I am reading spivaks' book and he states (p91) that abs(sin 1/x) <= 1 for all x, which is quite obviously true. How do you prove it though.
I have tried to reason it using the unit circle definition of sin but I cannot grasp why this is always true. Its obvious from the graph, but i am hoping there is a more formal reason.

Thanks
Regards
Craig.

Ziaris · #2 $Old$ January 3rd, 2009, 10:11 AM

Note that $\sin(f(x))$ always returns a value in $[-1,1]$ for a real function of a real variable $f(x).$ This is because no matter what number the function $f$ puts out, it will be some real number.
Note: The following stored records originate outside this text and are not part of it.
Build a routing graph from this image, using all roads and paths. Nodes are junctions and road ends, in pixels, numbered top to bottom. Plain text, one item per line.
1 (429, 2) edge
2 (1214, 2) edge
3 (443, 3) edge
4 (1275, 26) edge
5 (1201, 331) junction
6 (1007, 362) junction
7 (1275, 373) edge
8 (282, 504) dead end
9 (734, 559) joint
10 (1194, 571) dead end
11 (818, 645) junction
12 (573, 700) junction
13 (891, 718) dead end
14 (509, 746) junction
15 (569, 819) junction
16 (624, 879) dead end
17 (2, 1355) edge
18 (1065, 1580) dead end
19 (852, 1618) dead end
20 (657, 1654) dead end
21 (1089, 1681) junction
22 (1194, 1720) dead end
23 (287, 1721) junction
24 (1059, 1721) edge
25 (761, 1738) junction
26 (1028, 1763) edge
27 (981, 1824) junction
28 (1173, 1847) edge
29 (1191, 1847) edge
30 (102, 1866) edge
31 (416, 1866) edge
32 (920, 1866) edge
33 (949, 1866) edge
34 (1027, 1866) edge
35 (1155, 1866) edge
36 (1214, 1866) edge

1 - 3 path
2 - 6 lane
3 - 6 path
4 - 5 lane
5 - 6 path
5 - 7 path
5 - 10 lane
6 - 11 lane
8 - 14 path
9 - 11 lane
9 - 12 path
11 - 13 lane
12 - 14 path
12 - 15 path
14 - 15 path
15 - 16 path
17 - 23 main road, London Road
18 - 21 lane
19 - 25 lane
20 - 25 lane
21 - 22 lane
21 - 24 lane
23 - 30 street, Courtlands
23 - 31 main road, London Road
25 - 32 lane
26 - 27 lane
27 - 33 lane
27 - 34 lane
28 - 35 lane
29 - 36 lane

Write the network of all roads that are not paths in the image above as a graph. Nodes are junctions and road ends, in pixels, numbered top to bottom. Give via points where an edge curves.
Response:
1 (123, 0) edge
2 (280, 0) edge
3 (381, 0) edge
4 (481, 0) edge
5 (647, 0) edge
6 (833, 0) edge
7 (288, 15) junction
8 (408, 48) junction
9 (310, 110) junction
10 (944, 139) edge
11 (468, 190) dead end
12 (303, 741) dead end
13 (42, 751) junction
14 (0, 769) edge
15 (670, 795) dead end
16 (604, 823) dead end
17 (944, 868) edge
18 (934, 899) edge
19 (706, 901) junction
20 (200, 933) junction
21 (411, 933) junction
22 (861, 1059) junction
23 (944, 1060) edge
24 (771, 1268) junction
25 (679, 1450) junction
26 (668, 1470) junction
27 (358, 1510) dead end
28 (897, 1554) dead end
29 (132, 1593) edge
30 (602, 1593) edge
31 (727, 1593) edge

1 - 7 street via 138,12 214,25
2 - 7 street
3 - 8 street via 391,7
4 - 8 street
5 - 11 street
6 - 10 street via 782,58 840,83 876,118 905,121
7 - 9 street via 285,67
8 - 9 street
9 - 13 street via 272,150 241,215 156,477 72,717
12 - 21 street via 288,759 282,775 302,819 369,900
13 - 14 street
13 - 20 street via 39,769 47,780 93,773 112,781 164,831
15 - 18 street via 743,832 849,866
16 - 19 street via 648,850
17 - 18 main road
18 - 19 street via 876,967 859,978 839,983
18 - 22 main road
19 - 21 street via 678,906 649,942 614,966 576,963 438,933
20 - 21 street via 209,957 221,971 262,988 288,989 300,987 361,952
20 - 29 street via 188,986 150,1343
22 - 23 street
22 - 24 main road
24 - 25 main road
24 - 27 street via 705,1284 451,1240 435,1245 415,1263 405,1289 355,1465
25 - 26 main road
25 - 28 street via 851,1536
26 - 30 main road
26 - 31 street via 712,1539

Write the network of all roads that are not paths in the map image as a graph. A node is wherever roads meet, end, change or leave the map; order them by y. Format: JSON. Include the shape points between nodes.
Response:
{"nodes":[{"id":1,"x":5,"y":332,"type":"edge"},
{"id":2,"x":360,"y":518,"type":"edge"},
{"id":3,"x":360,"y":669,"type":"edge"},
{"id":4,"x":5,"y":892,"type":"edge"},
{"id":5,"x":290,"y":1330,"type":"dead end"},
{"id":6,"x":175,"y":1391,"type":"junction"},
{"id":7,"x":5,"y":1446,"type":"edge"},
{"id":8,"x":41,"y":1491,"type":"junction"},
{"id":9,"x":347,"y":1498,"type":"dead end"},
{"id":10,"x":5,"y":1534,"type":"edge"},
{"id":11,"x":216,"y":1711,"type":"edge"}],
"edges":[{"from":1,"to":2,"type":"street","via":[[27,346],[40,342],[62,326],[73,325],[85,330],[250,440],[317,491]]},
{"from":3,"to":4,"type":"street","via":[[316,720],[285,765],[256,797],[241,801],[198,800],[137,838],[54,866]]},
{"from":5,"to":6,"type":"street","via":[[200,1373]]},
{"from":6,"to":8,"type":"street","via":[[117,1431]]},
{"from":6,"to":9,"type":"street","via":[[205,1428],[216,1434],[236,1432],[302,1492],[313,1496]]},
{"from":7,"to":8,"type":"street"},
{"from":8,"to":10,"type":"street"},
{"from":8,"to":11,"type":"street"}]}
You know that the normal graph of $\sin x$ is always in between -1 and 1, to the limit at negative and positive infinity. So no matter what real number $f$ produces, the value of $\sin(f(x))$ will still be in $[-1,1]$ (is there a counterexample to this?) Anyways, your function $1/x$ does behave in that fashion. Therefore the absolute value simply restricts the range of the function, such that $\left|\sin\left(\frac{1}{x}\right)\right|$ always returns a value in $[0,1].$

hatsoff · #3 $Old$ January 3rd, 2009, 10:20 AM

Quote:

Originally Posted by craigmain $View Post$

Hi,

I am reading spivaks' book and he states (p91) that abs(sin 1/x) <= 1 for all x, which is quite obviously true. How do you prove it though.
I have tried to reason it using the unit circle definition of sin but I cannot grasp why this is always true. Its obvious from the graph, but i am hoping there is a more formal reason.

Thanks
Regards
Craig.

The domain of the $g(x)=|\sin{x}|$ is $[0,1]$ . So, as long as the domain of the argument in the sin function is the same or more constricted as $\mathbb{R}$ , that function will itself have the same or more constricted domain.

craigmain · #4 $Old$ January 3rd, 2009, 11:51 PM

Thanks.
That's exactly what I needed to know. Its frustrating how stating the obvious is so darn difficult so often.